Some lines below may hold the string "David". Count them and give only the total.
Start of DATA FOR THIS TASK
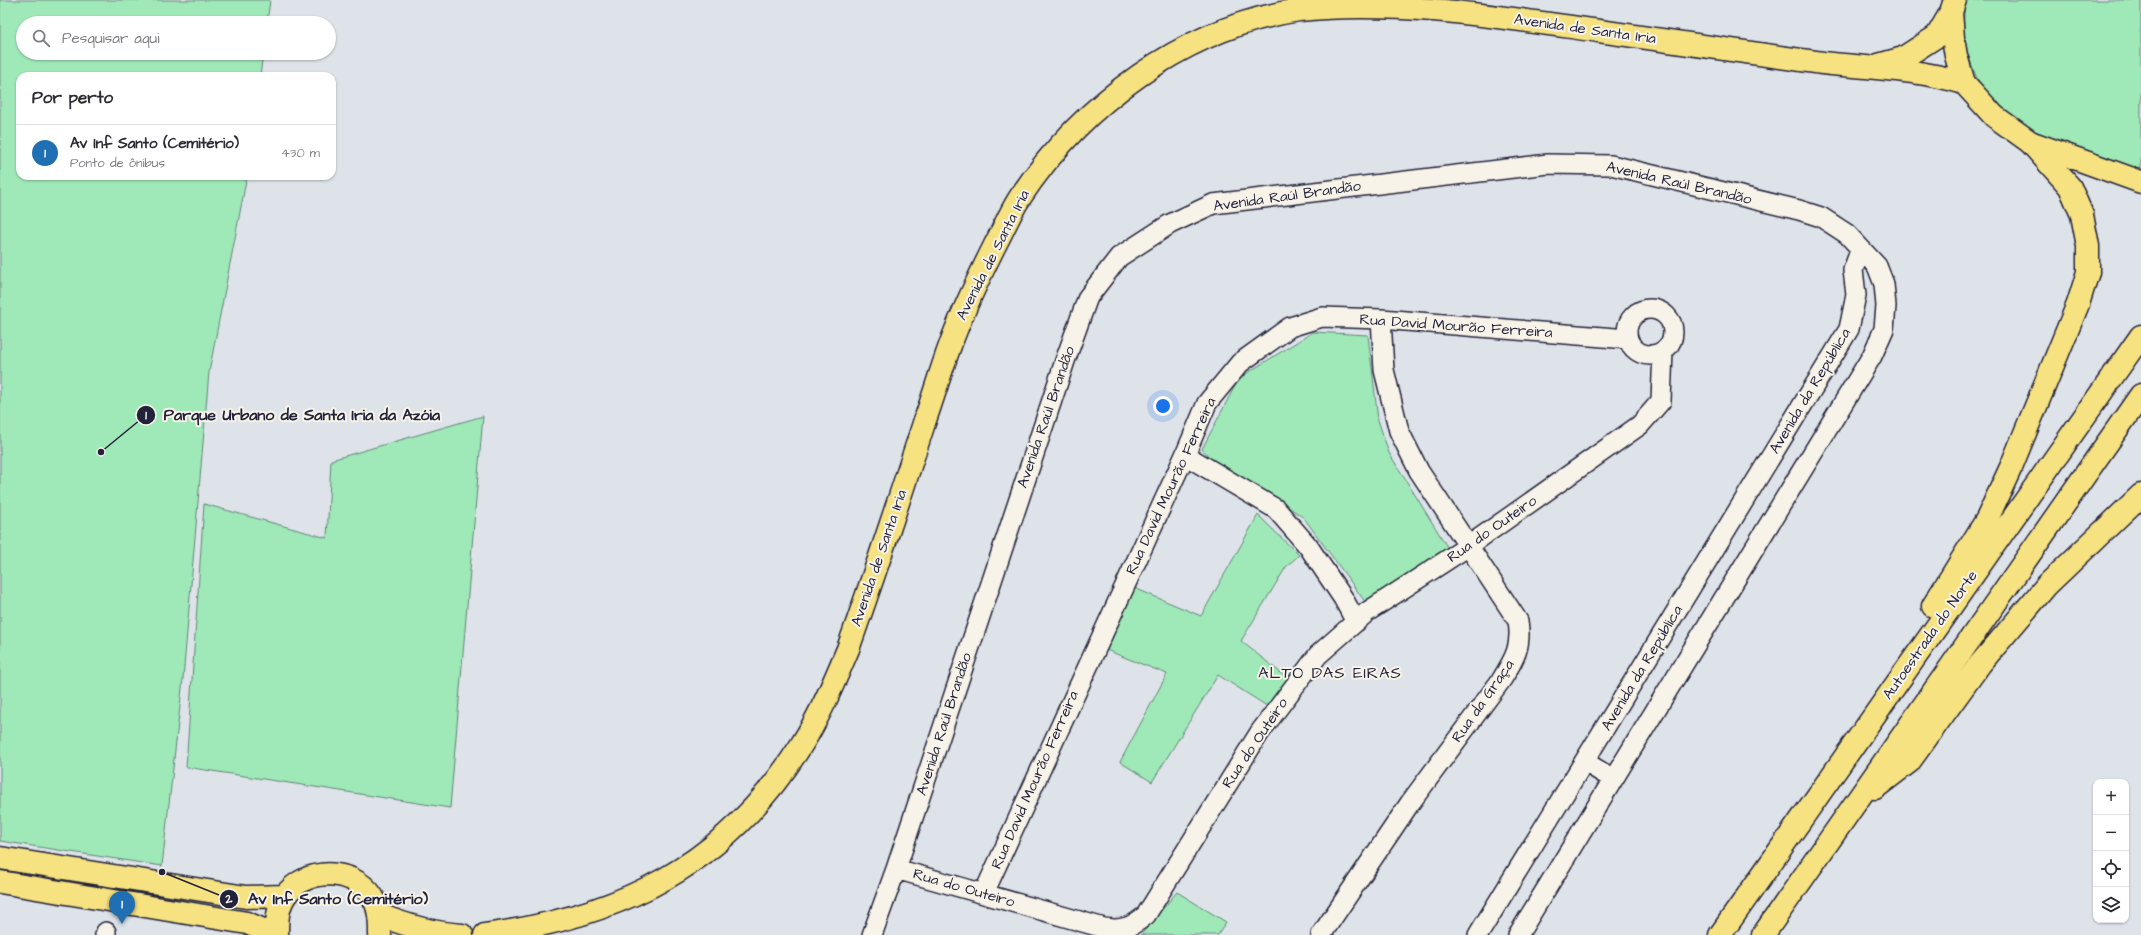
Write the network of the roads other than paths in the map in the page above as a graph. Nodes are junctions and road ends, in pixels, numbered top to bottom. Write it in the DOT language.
graph roads {
  1 [pos="1953,6"];
  2 [pos="1869,68"];
  3 [pos="1964,83"];
  4 [pos="2030,142"];
  5 [pos="2141,182"];
  6 [pos="1860,251"];
  7 [pos="1381,320"];
  8 [pos="2141,336"];
  9 [pos="1628,339"];
  10 [pos="1662,351"];
  11 [pos="2141,395"];
  12 [pos="1185,455"];
  13 [pos="2141,495"];
  14 [pos="1467,547"];
  15 [pos="1356,622"];
  16 [pos="1884,701"];
  17 [pos="1585,762"];
  18 [pos="1613,779"];
  19 [pos="1858,801"];
  20 [pos="0,858"];
  21 [pos="896,869"];
  22 [pos="0,882"];
  23 [pos="984,894"];
  24 [pos="285,896"];
  25 [pos="380,925"];
  26 [pos="276,935"];
  27 [pos="462,935"];
  28 [pos="485,935"];
  29 [pos="872,935"];
  30 [pos="1322,935"];
  31 [pos="1478,935"];
  32 [pos="1518,935"];
  33 [pos="1720,935"];
  34 [pos="1762,935"];
  1 -- 2 [label="main road, Avenida de Santa Iria"];
  1 -- 3 [label="main road"];
  2 -- 3 [label="main road, Avenida de Santa Iria"];
  2 -- 28 [label="main road, Avenida de Santa Iria"];
  3 -- 4 [label="main road"];
  4 -- 5 [label="main road"];
  4 -- 16 [label="main road"];
  6 -- 17 [label="street, Avenida da República"];
  6 -- 18 [label="street"];
  6 -- 21 [label="street, Avenida Raúl Brandão"];
  7 -- 9 [label="street, Rua David Mourão Ferreira"];
  7 -- 12 [label="street, Rua David Mourão Ferreira"];
  7 -- 14 [label="street, Rua da Graça"];
  8 -- 16 [label="main road, Autoestrada do Norte"];
  9 -- 10 [label="street"];
  9 -- 10 [label="street"];
  10 -- 14 [label="street, Rua do Outeiro"];
  11 -- 19 [label="main road"];
  12 -- 15 [label="street"];
  12 -- 23 [label="street, Rua David Mourão Ferreira"];
  13 -- 19 [label="main road"];
  14 -- 15 [label="street, Rua do Outeiro"];
  14 -- 30 [label="street, Rua da Graça"];
  15 -- 23 [label="street, Rua do Outeiro"];
  16 -- 33 [label="main road, Autoestrada do Norte"];
  17 -- 18 [label="street"];
  17 -- 31 [label="street, Avenida da República"];
  18 -- 32 [label="street"];
  19 -- 34 [label="main road"];
  20 -- 24 [label="main road"];
  21 -- 23 [label="street, Rua do Outeiro"];
  21 -- 29 [label="street, Avenida Raúl Brandão"];
  22 -- 26 [label="main road"];
  24 -- 25 [label="main road"];
  24 -- 26 [label="main road"];
  25 -- 27 [label="main road"];
}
End of DATA FOR THIS TASK
TASK RESULT: 3